In 2010, Judd Apatow and Dave Eggers hosted an event called "I Found This Funny: An Evening of Music and Comedy." The event featured Lindsay Buckingham, Randy Newman, Garry Shandling, Aziz Ansari, Maria Bamford, and Ryan Adams. 826LA also hosted a celebrity spelling bee in 2010 called "Spelling Bee for Cheaters," which featured John Krasinski, Dave Eggers, Spike Jonze, and Jimmy Kimmel.

In 2011, director and photographer Spike Jonze and actress Miranda July competed in a ping-pong tournament to raise funds for 826LA, raising around $30,000.

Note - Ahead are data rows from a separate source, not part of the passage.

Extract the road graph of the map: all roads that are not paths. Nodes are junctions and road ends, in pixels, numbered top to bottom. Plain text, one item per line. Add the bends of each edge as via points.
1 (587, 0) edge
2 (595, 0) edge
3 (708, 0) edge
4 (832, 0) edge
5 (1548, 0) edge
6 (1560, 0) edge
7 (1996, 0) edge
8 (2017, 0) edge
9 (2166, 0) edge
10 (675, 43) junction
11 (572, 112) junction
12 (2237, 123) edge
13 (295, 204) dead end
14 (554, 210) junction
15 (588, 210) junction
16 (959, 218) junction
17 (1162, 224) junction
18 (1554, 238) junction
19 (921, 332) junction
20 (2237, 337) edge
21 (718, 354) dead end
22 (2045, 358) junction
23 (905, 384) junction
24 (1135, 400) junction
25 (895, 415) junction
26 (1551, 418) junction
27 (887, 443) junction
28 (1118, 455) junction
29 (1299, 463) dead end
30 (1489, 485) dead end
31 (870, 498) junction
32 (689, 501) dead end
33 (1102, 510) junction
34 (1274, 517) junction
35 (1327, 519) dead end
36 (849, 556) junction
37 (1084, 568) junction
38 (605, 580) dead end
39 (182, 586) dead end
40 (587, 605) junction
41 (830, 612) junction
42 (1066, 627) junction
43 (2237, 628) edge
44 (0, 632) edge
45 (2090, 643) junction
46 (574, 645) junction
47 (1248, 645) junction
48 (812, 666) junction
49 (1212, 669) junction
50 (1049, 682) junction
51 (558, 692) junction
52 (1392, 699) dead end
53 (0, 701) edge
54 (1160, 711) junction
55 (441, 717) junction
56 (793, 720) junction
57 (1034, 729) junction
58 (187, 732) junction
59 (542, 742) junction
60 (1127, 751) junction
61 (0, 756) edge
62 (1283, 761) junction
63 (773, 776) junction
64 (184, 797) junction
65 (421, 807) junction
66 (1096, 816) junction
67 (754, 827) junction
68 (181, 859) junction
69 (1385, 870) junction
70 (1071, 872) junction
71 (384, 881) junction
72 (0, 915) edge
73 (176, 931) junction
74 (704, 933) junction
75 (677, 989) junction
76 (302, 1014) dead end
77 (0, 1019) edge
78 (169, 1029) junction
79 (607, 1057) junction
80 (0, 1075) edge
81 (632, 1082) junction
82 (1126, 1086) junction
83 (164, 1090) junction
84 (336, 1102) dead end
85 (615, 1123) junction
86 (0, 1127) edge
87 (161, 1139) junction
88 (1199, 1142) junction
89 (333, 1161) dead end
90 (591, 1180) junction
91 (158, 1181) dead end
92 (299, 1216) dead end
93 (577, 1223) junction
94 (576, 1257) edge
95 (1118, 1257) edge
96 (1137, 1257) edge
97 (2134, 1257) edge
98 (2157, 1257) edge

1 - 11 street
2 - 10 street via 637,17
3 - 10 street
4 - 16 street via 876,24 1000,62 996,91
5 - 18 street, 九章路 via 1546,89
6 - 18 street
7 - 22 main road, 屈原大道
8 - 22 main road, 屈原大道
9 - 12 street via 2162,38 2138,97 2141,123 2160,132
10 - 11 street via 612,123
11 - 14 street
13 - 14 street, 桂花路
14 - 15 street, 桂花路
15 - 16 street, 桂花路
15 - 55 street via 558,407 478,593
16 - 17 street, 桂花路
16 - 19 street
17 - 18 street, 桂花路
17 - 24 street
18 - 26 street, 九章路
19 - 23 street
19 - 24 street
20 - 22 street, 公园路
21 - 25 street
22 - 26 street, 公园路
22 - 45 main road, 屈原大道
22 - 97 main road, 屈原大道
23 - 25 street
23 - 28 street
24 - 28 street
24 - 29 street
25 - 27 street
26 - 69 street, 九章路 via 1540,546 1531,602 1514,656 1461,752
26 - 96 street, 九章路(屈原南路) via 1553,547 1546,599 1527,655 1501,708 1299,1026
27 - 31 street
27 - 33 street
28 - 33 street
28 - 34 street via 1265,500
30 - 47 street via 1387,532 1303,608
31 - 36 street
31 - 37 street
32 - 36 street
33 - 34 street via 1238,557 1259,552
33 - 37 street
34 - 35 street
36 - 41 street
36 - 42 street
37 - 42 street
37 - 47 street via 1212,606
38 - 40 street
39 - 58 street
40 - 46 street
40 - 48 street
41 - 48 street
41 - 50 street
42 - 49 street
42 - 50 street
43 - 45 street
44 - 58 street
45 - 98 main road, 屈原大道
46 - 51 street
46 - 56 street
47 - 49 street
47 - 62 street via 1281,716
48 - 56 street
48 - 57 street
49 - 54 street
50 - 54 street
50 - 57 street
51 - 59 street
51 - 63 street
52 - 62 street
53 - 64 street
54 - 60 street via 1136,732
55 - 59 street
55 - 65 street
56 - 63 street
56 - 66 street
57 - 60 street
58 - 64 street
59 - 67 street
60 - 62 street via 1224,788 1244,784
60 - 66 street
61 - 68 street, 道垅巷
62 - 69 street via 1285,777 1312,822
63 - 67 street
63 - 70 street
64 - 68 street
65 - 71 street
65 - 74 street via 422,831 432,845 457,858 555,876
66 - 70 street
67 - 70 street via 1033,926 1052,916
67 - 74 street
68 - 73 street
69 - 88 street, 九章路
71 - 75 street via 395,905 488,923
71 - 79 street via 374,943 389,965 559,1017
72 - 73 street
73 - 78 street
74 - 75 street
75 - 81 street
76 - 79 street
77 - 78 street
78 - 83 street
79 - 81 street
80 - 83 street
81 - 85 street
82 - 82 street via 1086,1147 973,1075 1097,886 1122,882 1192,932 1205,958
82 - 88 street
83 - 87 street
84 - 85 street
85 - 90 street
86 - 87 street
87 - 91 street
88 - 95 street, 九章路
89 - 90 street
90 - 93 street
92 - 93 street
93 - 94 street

In 2012, 826LA hosted the Judd and Jon Music and Comedy Hour(s), a music and comedy fundraiser featuring headliners Jon Brion and Judd Apatow, along with Pee Wee Herman, The RZA, Bob Newhart, Peter Frampton, Colin Quinn, and Ray Romano. The event raised over $250,000.

In 2020, 826LA hosted a live field trip for adults at the Santa Monica Airport.

The organization has also hosted numerous "In Conversation" events with authors including Miranda July, Natashia Deón, Neal Katyal, and more.